The UN warned that sending Israel weapons could violate international humanitarian law. Stepping up the pressure, over 200 MPs from 13 countries vowed to fight for arms embargos. Meanwhile, the US quietly transferred weapons to Israel over 100 times.

Are Israeli arms deals on shaky ground or stronger than ever?

An Israeli Air Force fighter jet fires flares as it flies over the border area with south Lebanon on March 4, 2024, amid ongoing cross-border tensions as fighting continues between Israel and Hamas in Gaza. (Credit: Jalaa Marey/AFP) L'accident s'est produit dans le camp de réfugiés d'al-Chati, à l'ouest de la ville de Gaza, lors d'une opération de largage aérien d'aide humanitaire, a-t-il également dit.

A team of UN special rapporteurs and independent experts issued a warning on Feb. 24 that sending weapons to Israel could violate international humanitarian law. A week later, 218 MPs from 13 countries published an open letter outlining their commitment to enforcing bans on weapon sales to Israel.

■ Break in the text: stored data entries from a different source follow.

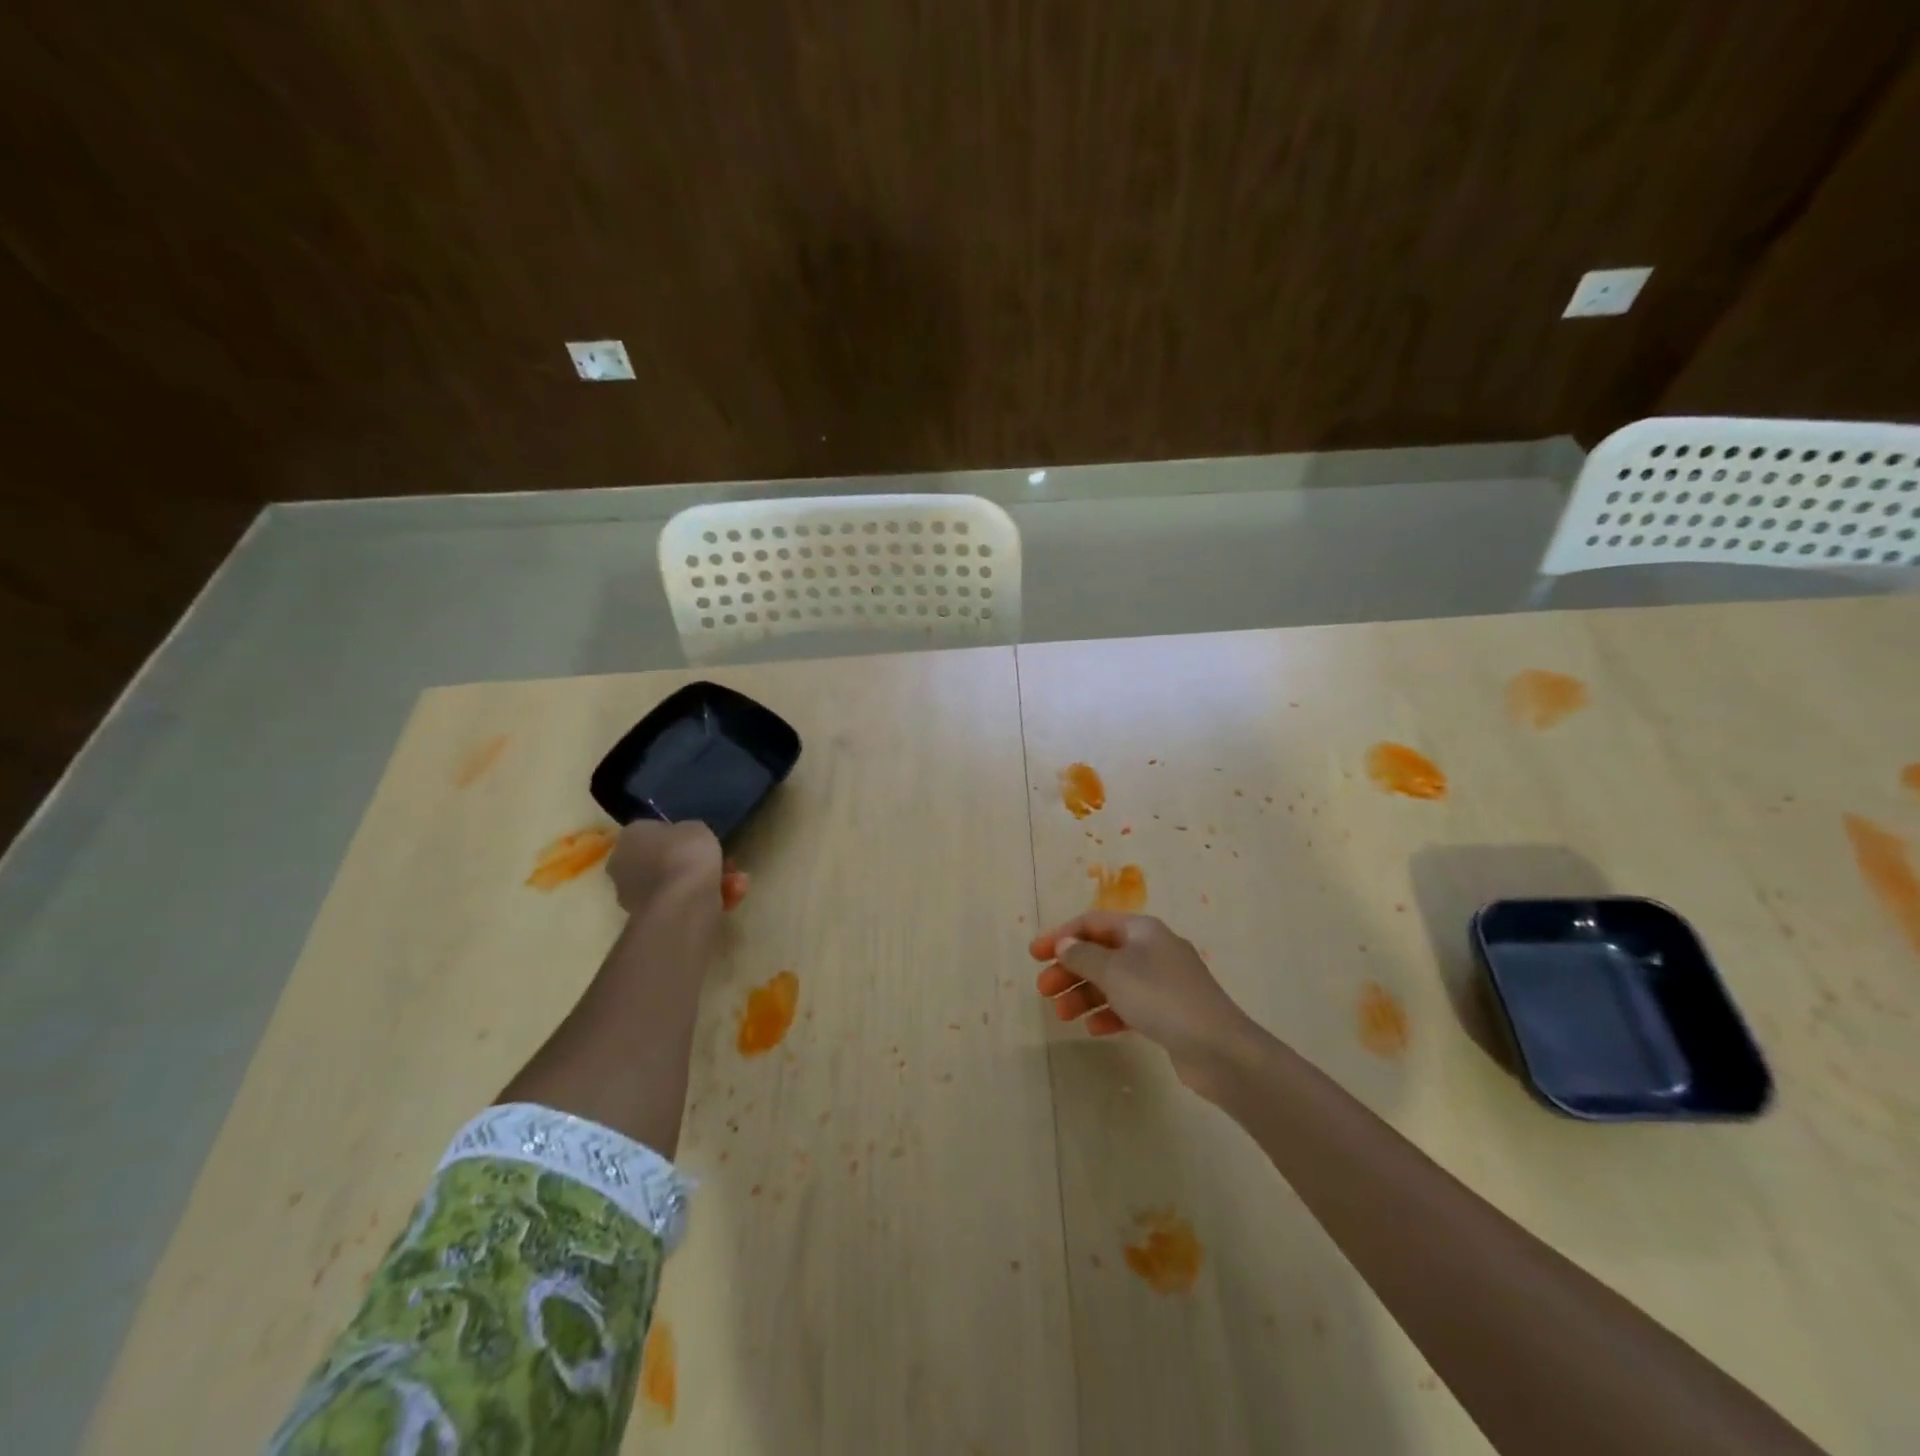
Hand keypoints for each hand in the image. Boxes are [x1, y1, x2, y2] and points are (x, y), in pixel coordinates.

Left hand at [605, 820, 750, 914]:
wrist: (683, 901)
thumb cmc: (686, 854)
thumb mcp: (697, 827)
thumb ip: (688, 832)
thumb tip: (685, 841)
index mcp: (630, 837)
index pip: (652, 831)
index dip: (679, 836)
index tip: (701, 841)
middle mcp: (624, 866)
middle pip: (664, 861)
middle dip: (695, 863)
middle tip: (725, 863)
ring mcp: (634, 895)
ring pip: (676, 884)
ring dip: (707, 883)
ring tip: (737, 883)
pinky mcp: (651, 918)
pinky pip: (681, 903)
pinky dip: (705, 900)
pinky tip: (732, 898)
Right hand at [1030, 912, 1252, 1080]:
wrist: (1218, 1047)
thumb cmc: (1160, 998)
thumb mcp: (1113, 972)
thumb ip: (1083, 956)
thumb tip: (1065, 943)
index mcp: (1141, 929)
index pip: (1092, 923)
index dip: (1060, 936)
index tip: (1034, 955)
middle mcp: (1152, 949)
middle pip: (1101, 953)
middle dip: (1070, 970)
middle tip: (1044, 991)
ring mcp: (1164, 982)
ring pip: (1114, 981)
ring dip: (1085, 995)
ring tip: (1062, 1016)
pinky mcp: (1170, 1012)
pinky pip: (1130, 1006)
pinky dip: (1110, 1013)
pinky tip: (1094, 1029)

The letter was organized by Progressive International, a network of left-wing activists and politicians, and the signatories, including eleven current or former party leaders, sit in the Parliaments of several arms exporters to Israel: the United States, the United Kingdom, Germany, Canada, France, Spain, the Netherlands, Belgium, Brazil, Australia, Turkey, Portugal, and Ireland.

In the midst of increasing concern over Israel's war in Gaza — ranging from diplomats stumbling through uncomfortable briefings to humanitarian organizations going to court against arms dealers — The Washington Post published an exclusive report revealing that the US had quietly made over 100 weapons sales to Israel since Oct. 7.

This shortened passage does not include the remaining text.